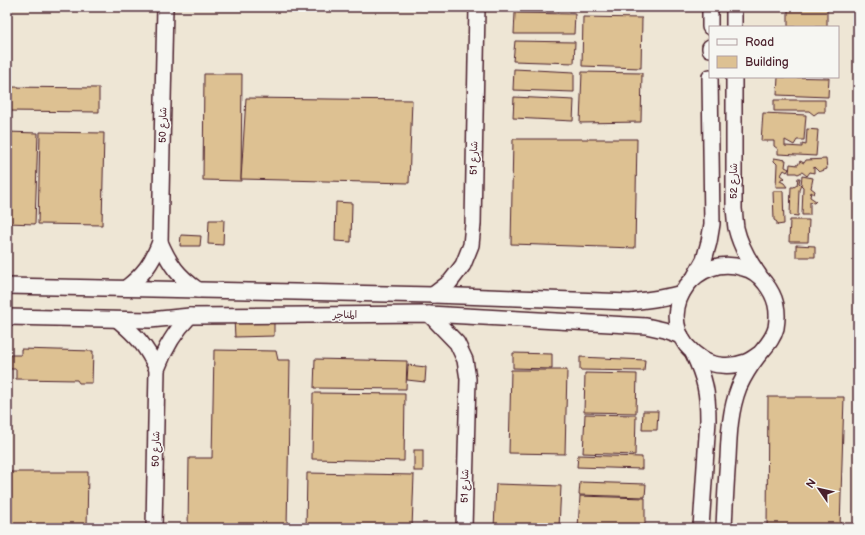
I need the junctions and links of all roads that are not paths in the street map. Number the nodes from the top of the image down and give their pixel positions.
1 (165, 7) edge
2 (477, 7) edge
3 (710, 7) edge
4 (734, 7) edge
5 (710, 26) edge
6 (734, 26) edge
7 (710, 78) edge
8 (734, 78) edge
9 (160, 242) junction
10 (695, 276) junction
11 (761, 278) junction
12 (7, 286) edge
13 (126, 288) junction
14 (198, 290) junction
15 (682, 293) junction
16 (433, 295) junction
17 (429, 314) junction
18 (190, 316) junction
19 (7, 318) edge
20 (118, 320) junction
21 (681, 336) junction
22 (693, 353) junction
23 (759, 354) junction
24 (158, 369) junction
25 (154, 528) edge
26 (464, 528) edge
27 (701, 528) edge
28 (724, 528) edge

1 - 9 street, شارع 50
2 - 16 street, شارع 51
3 - 5 street
4 - 6 street
7 - 10 street
8 - 11 street, شارع 52
9 - 13 street, شارع 50
9 - 14 street, شارع 50
10 - 11 street
10 - 15 street
11 - 23 street
12 - 13 street
13 - 14 street
14 - 16 street
15 - 16 street
15 - 21 street
17 - 18 street, المناجر
17 - 21 street, المناجر
17 - 26 street, شارع 51
18 - 20 street, المناجر
18 - 24 street, شارع 50
19 - 20 street, المناجر
20 - 24 street
21 - 22 street
22 - 23 street
22 - 27 street
23 - 28 street
24 - 25 street, شارع 50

------------

Your copy should match the entries exactly, minus the pictures.

Worked solution:
I need the junctions and links of all roads that are not paths in the street map. Number the nodes from the top of the image down and give their pixel positions.
1 (165, 7) edge
2 (477, 7) edge
3 (710, 7) edge
4 (734, 7) edge
5 (710, 26) edge
6 (734, 26) edge
7 (710, 78) edge
8 (734, 78) edge
9 (160, 242) junction
10 (695, 276) junction
11 (761, 278) junction
12 (7, 286) edge
13 (126, 288) junction
14 (198, 290) junction
15 (682, 293) junction
16 (433, 295) junction
17 (429, 314) junction
18 (190, 316) junction
19 (7, 318) edge
20 (118, 320) junction
21 (681, 336) junction
22 (693, 353) junction
23 (759, 354) junction
24 (158, 369) junction
25 (154, 528) edge
26 (464, 528) edge
27 (701, 528) edge
28 (724, 528) edge

1 - 9 street, شارع 50
2 - 16 street, شارع 51
3 - 5 street
4 - 6 street
7 - 10 street
8 - 11 street, شارع 52
9 - 13 street, شارع 50
9 - 14 street, شارع 50
10 - 11 street
10 - 15 street
11 - 23 street
12 - 13 street
13 - 14 street
14 - 16 street
15 - 16 street
15 - 21 street
17 - 18 street, المناجر
17 - 21 street, المناجر
17 - 26 street, شارع 51
18 - 20 street, المناجر
18 - 24 street, شارع 50
19 - 20 street, المناجر
20 - 24 street
21 - 22 street
22 - 23 street
22 - 27 street
23 - 28 street
24 - 25 street, شارع 50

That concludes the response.